The point is to get the six degrees of separation down, usually to about one or two. The rest comes down to the gut and persistence. Just to kill off any illusions, Richard Branson is not going to call you. You’re going to call him. Like 17 times.

Secondly, do stuff that matters. The true influencers of today may appear important, busy and spoiled with opportunity, but they’re still just flesh and blood. What motivates your average Joe will usually work for them as well. If putting their name behind what you’re doing will shine a positive light on them in the eye of their peers, chances are high they will. We gave away £100,000,000 of free transfers to support entrepreneurs and the startup eco system. Something that many entrepreneurs, including Mr. Branson, considered a cause worth putting their name behind because they recognised that we’re trying to do a big thing for the little guys. Would they have done the same for our new XYZ social media feature? Probably not.

What are the next steps for you guys?

Maybe not surprisingly, our number one goal is expanding the service so that we can help people all over the world, and offer a wider range of services.
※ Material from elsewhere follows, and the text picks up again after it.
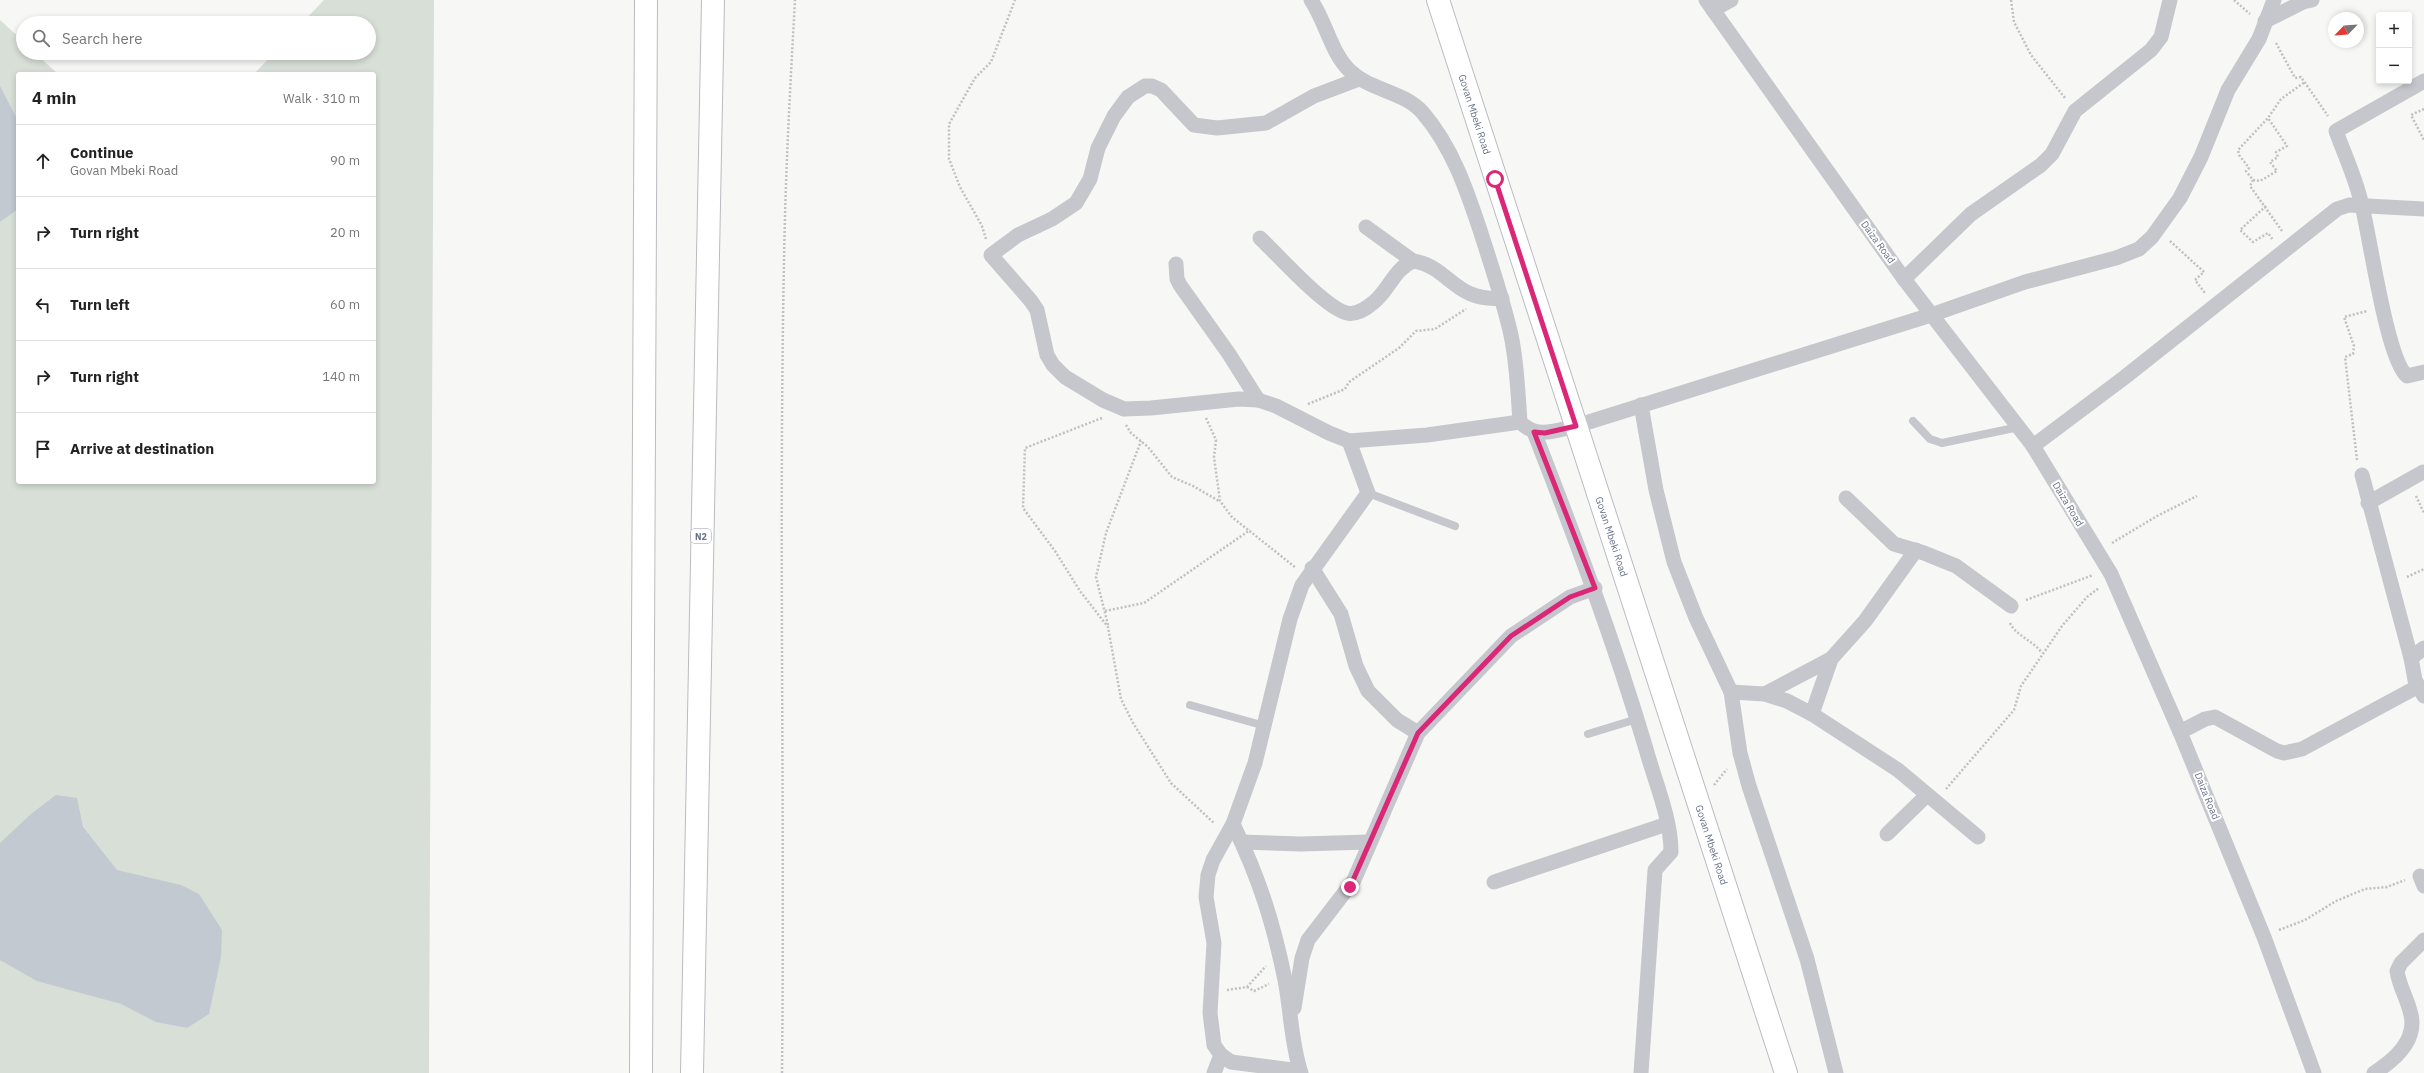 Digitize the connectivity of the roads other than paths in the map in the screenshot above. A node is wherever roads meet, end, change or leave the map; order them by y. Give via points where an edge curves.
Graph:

For example, sending Swedish kronor will be live soon. (Drop me a line on henrik@transferwise.com for early access) We’re doing great in the markets we cover, but we’ve only dipped our toes in the water so far.

Furthermore we want to make money easy. Because it really is. It’s banking that’s retarded. Just because something is complicated for us, doesn’t mean that we have to let you experience the same thing. This is something that banks and financial institutions have been overlooking for too long. We’re doing an OK job at this right now, but we will be improving it even more going forward.